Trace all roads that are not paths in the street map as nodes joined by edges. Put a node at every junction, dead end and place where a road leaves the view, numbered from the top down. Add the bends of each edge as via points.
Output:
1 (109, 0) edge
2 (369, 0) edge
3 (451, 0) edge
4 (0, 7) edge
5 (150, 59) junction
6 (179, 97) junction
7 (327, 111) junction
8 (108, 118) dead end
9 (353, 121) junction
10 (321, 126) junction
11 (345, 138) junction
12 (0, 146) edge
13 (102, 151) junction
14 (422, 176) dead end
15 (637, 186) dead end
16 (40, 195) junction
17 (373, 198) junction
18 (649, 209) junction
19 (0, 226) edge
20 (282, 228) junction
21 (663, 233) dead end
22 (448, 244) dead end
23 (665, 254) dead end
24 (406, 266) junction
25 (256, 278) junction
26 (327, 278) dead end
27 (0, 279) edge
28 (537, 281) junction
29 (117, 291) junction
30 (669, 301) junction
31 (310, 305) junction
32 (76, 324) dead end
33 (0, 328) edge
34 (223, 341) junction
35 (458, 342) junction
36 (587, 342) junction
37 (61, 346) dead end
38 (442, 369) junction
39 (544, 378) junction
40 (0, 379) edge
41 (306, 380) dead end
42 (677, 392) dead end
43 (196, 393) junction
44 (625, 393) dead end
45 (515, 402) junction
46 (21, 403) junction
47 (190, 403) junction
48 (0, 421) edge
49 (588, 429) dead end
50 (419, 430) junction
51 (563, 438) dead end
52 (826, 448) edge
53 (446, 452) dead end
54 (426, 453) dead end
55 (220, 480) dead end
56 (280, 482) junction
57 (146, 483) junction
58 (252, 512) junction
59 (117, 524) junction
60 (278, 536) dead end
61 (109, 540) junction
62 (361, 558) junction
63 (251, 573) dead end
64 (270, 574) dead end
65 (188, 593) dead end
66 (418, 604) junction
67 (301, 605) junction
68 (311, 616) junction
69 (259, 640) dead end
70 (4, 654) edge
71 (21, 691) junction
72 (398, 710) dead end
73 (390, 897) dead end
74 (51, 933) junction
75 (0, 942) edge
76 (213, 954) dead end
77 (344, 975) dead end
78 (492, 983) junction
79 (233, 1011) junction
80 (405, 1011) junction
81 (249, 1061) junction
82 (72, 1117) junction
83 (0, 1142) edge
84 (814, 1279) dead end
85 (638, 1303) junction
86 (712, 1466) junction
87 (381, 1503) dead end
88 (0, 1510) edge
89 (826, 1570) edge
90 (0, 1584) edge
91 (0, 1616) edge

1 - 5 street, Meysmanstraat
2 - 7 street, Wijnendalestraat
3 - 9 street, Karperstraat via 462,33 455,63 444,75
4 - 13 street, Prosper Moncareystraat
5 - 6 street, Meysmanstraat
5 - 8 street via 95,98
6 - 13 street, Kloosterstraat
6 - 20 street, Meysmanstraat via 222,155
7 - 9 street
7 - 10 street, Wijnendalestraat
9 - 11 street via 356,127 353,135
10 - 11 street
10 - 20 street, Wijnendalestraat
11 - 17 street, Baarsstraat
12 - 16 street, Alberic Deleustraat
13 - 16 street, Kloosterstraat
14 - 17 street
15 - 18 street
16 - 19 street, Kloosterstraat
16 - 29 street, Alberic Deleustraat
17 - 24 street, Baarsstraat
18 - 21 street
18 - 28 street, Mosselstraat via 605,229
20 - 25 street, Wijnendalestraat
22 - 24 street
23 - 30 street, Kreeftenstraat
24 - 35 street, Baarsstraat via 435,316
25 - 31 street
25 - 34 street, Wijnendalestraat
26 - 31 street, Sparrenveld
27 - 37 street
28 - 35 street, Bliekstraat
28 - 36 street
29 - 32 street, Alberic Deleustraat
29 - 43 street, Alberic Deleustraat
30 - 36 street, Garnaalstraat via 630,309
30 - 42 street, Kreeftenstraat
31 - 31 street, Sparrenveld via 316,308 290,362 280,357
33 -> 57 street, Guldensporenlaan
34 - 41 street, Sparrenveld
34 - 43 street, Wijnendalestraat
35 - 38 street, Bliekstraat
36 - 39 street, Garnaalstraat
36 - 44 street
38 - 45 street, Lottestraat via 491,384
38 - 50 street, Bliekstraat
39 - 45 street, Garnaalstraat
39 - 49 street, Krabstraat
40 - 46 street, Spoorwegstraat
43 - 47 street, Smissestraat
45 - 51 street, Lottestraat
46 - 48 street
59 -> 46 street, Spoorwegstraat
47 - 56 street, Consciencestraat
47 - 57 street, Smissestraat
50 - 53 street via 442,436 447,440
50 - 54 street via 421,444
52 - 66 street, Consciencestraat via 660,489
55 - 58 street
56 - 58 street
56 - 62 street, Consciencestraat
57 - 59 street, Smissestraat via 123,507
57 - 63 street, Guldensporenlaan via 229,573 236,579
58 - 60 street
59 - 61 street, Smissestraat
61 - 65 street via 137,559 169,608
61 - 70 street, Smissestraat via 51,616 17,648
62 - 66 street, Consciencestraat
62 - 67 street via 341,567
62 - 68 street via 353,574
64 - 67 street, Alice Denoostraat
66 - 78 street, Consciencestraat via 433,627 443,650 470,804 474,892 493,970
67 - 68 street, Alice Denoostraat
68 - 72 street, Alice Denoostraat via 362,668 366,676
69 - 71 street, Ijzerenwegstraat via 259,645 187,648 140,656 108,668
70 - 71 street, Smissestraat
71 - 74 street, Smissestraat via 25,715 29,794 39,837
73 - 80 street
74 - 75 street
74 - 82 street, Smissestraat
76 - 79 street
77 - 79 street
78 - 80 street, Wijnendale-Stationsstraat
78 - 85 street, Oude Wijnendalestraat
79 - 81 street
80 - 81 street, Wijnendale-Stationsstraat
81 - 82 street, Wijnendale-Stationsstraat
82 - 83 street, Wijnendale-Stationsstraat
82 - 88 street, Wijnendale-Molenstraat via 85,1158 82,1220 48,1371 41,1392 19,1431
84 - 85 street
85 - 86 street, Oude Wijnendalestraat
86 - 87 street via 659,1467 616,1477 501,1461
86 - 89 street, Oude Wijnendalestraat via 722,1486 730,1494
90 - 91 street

........

_What is expected_. Whenever the string "Alberic" shows up on a line of the listing, copy that line.

_Response to the task_.
12 - 16 street, Alberic Deleustraat
16 - 29 street, Alberic Deleustraat
29 - 32 street, Alberic Deleustraat
29 - 43 street, Alberic Deleustraat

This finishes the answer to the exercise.